◆ Task brief
In the copy, include every entry exactly but none of its images.

◆ Listed entries
━━━━━━━━━━━━━━━━━━━━

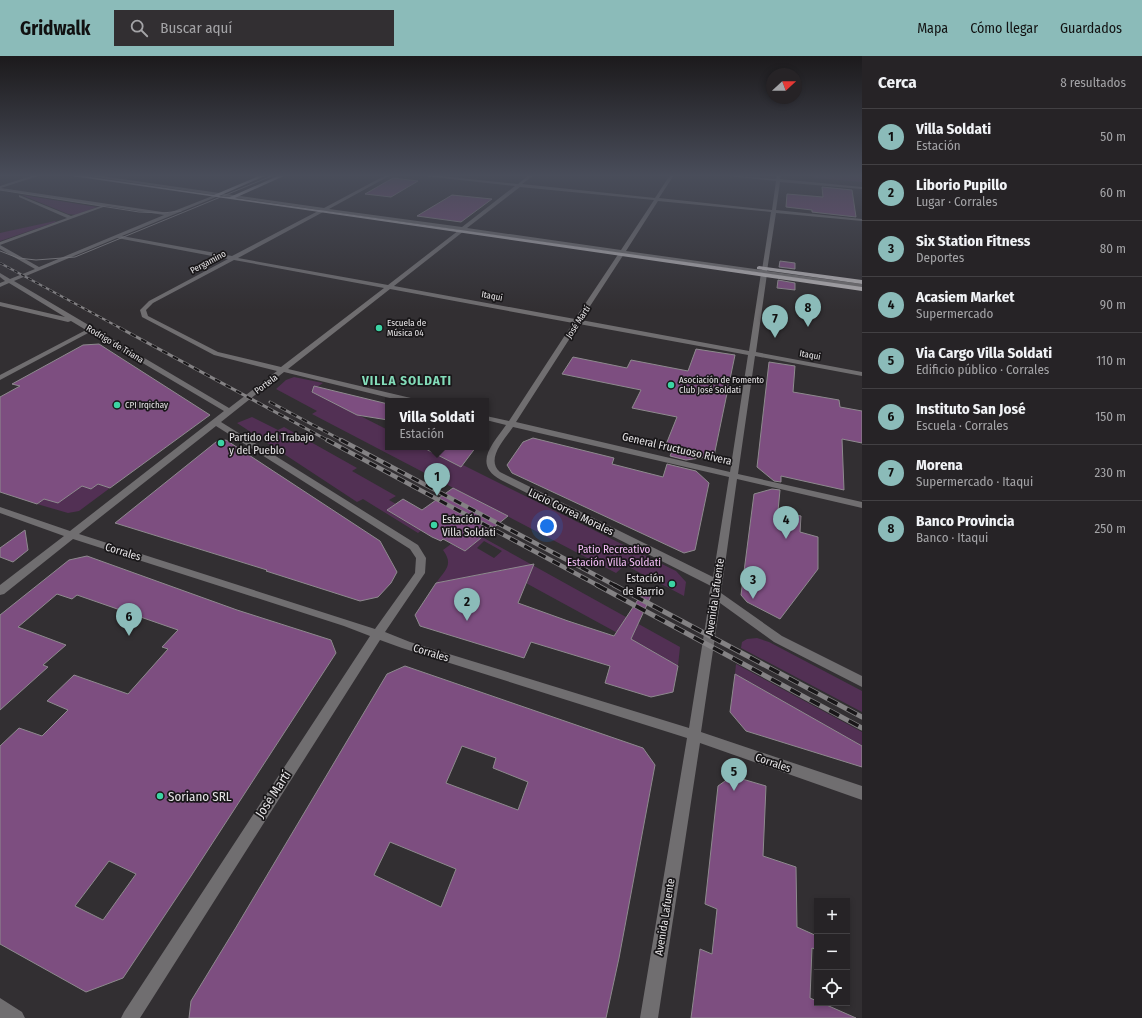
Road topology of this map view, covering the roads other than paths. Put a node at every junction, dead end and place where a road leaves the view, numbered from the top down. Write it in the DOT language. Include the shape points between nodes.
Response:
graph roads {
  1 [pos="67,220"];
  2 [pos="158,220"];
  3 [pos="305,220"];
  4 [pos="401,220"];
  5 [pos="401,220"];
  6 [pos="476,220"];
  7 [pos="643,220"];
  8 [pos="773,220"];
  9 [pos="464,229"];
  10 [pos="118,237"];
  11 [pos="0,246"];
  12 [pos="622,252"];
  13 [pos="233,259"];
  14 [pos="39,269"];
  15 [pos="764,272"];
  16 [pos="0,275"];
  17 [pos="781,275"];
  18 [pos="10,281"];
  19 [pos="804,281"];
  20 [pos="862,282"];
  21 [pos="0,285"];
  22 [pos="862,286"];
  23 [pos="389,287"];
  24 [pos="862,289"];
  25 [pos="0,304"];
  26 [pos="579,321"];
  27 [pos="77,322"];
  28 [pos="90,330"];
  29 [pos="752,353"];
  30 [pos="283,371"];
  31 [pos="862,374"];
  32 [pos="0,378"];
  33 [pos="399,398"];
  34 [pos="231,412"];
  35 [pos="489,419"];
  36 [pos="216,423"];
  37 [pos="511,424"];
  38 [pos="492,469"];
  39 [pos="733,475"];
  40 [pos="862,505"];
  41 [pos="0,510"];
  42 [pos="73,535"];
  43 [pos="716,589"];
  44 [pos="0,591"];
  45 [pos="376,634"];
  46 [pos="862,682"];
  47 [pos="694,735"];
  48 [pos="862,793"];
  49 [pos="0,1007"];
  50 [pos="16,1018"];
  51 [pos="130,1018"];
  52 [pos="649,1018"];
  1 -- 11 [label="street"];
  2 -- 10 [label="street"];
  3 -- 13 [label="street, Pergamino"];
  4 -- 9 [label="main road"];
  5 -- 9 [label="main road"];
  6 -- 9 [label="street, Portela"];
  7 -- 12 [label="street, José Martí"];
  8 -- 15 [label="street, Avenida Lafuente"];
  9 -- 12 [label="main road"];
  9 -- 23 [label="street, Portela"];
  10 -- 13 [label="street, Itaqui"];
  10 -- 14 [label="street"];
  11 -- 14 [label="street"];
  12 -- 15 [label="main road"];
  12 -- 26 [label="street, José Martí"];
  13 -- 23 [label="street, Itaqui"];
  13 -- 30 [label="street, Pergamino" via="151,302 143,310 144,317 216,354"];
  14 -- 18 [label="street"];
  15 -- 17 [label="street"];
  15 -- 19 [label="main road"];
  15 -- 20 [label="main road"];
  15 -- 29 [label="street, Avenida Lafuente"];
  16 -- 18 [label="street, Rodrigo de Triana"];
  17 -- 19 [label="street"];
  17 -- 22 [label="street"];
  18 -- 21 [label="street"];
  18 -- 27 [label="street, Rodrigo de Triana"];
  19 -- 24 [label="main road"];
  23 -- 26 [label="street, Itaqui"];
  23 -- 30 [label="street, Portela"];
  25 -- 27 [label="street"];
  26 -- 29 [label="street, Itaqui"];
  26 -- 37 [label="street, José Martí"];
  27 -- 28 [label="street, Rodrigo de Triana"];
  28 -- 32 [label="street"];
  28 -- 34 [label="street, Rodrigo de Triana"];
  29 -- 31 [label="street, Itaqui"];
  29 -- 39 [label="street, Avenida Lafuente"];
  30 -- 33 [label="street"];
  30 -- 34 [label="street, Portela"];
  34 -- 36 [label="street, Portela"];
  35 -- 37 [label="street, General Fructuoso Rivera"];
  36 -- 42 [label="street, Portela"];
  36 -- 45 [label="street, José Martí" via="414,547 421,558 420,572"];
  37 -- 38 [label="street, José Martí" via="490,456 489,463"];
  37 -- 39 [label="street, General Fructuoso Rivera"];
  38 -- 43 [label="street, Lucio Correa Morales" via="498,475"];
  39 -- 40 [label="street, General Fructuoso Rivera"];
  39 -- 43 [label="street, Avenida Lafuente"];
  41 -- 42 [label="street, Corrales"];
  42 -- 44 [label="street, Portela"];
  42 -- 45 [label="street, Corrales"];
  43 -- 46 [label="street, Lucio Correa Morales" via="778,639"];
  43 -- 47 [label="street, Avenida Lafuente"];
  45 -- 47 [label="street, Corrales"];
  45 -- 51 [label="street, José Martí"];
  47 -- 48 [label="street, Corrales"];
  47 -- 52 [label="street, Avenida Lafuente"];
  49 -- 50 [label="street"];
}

━━━━━━━━━━━━━━━━━━━━

◆ Solution for this problem
Road topology of this map view, covering the roads other than paths. Put a node at every junction, dead end and place where a road leaves the view, numbered from the top down. Write it in the DOT language. Include the shape points between nodes.
Response:
graph roads {
  1 [pos="67,220"];
  2 [pos="158,220"];
  3 [pos="305,220"];
  4 [pos="401,220"];
  5 [pos="401,220"];
  6 [pos="476,220"];
  7 [pos="643,220"];
  8 [pos="773,220"];
  9 [pos="464,229"];
  10 [pos="118,237"];
  11 [pos="0,246"];
  12 [pos="622,252"];
  13 [pos="233,259"];
  14 [pos="39,269"];
  15 [pos="764,272"];
  16 [pos="0,275"];
  17 [pos="781,275"];
  18 [pos="10,281"];
  19 [pos="804,281"];
  20 [pos="862,282"];
  21 [pos="0,285"];
  22 [pos="862,286"];
  23 [pos="389,287"];
  24 [pos="862,289"];
  25 [pos="0,304"];
  26 [pos="579,321"];
  27 [pos="77,322"];
  28 [pos="90,330"];
  29 [pos="752,353"];
  30 [pos="283,371"];
  31 [pos="862,374"];
  32 [pos="0,378"];
  33 [pos="399,398"];
  34 [pos="231,412"];
  35 [pos="489,419"];
  36 [pos="216,423"];
  37 [pos="511,424"];
  38 [pos="492,469"];
  39 [pos="733,475"];
  40 [pos="862,505"];
  41 [pos="0,510"];
  42 [pos="73,535"];
  43 [pos="716,589"];
  44 [pos="0,591"];
  45 [pos="376,634"];
  46 [pos="862,682"];
  47 [pos="694,735"];
  48 [pos="862,793"];
  49 [pos="0,1007"];
  50 [pos="16,1018"];
  51 [pos="130,1018"];
  52 [pos="649,1018"];
  1 -- 11 [label="street"];
  2 -- 10 [label="street"];
  3 -- 13 [label="street, Pergamino"];
  4 -- 9 [label="main road"];
  5 -- 9 [label="main road"];
  6 -- 9 [label="street, Portela"];
  7 -- 12 [label="street, José Martí"];
  8 -- 15 [label="street, Avenida Lafuente"];
  9 -- 12 [label="main road"];
  9 -- 23 [label="street, Portela"];
  10 -- 13 [label="street, Itaqui"];
  10 -- 14 [label="street"];
  11 -- 14 [label="street"];
  12 -- 15 [label="main road"];
  12 -- 26 [label="street, José Martí"];
  13 -- 23 [label="street, Itaqui"];
  13 -- 30 [label="street, Pergamino" via="151,302 143,310 144,317 216,354"];
  14 -- 18 [label="street"];
  15 -- 17 [label="street"];
  15 -- 19 [label="main road"];
  15 -- 20 [label="main road"];
  15 -- 29 [label="street, Avenida Lafuente"];
  16 -- 18 [label="street, Rodrigo de Triana"];
  17 -- 19 [label="street"];
  17 -- 22 [label="street"];
  18 -- 21 [label="street"];
  18 -- 27 [label="street, Rodrigo de Triana"];
  19 -- 24 [label="main road"];
  23 -- 26 [label="street, Itaqui"];
  23 -- 30 [label="street, Portela"];
  25 -- 27 [label="street"];
  26 -- 29 [label="street, Itaqui"];
  26 -- 37 [label="street, José Martí"];
  27 -- 28 [label="street, Rodrigo de Triana"];
  28 -- 32 [label="street"];
  28 -- 34 [label="street, Rodrigo de Triana"];
  29 -- 31 [label="street, Itaqui"];
  29 -- 39 [label="street, Avenida Lafuente"];
  30 -- 33 [label="street"];
  30 -- 34 [label="street, Portela"];
  34 -- 36 [label="street, Portela"];
  35 -- 37 [label="street, General Fructuoso Rivera"];
  36 -- 42 [label="street, Portela"];
  36 -- 45 [label="street, José Martí" via="414,547 421,558 420,572"];
  37 -- 38 [label="street, José Martí" via="490,456 489,463"];
  37 -- 39 [label="street, General Fructuoso Rivera"];
  38 -- 43 [label="street, Lucio Correa Morales" via="498,475"];
  39 -- 40 [label="street, General Fructuoso Rivera"];
  39 -- 43 [label="street, Avenida Lafuente"];
  41 -- 42 [label="street, Corrales"];
  42 -- 44 [label="street, Portela"];
  42 -- 45 [label="street, Corrales"];
  43 -- 46 [label="street, Lucio Correa Morales" via="778,639"];
  43 -- 47 [label="street, Avenida Lafuente"];
  45 -- 47 [label="street, Corrales"];
  45 -- 51 [label="street, José Martí"];
  47 -- 48 [label="street, Corrales"];
  47 -- 52 [label="street, Avenida Lafuente"];
  49 -- 50 [label="street"];
}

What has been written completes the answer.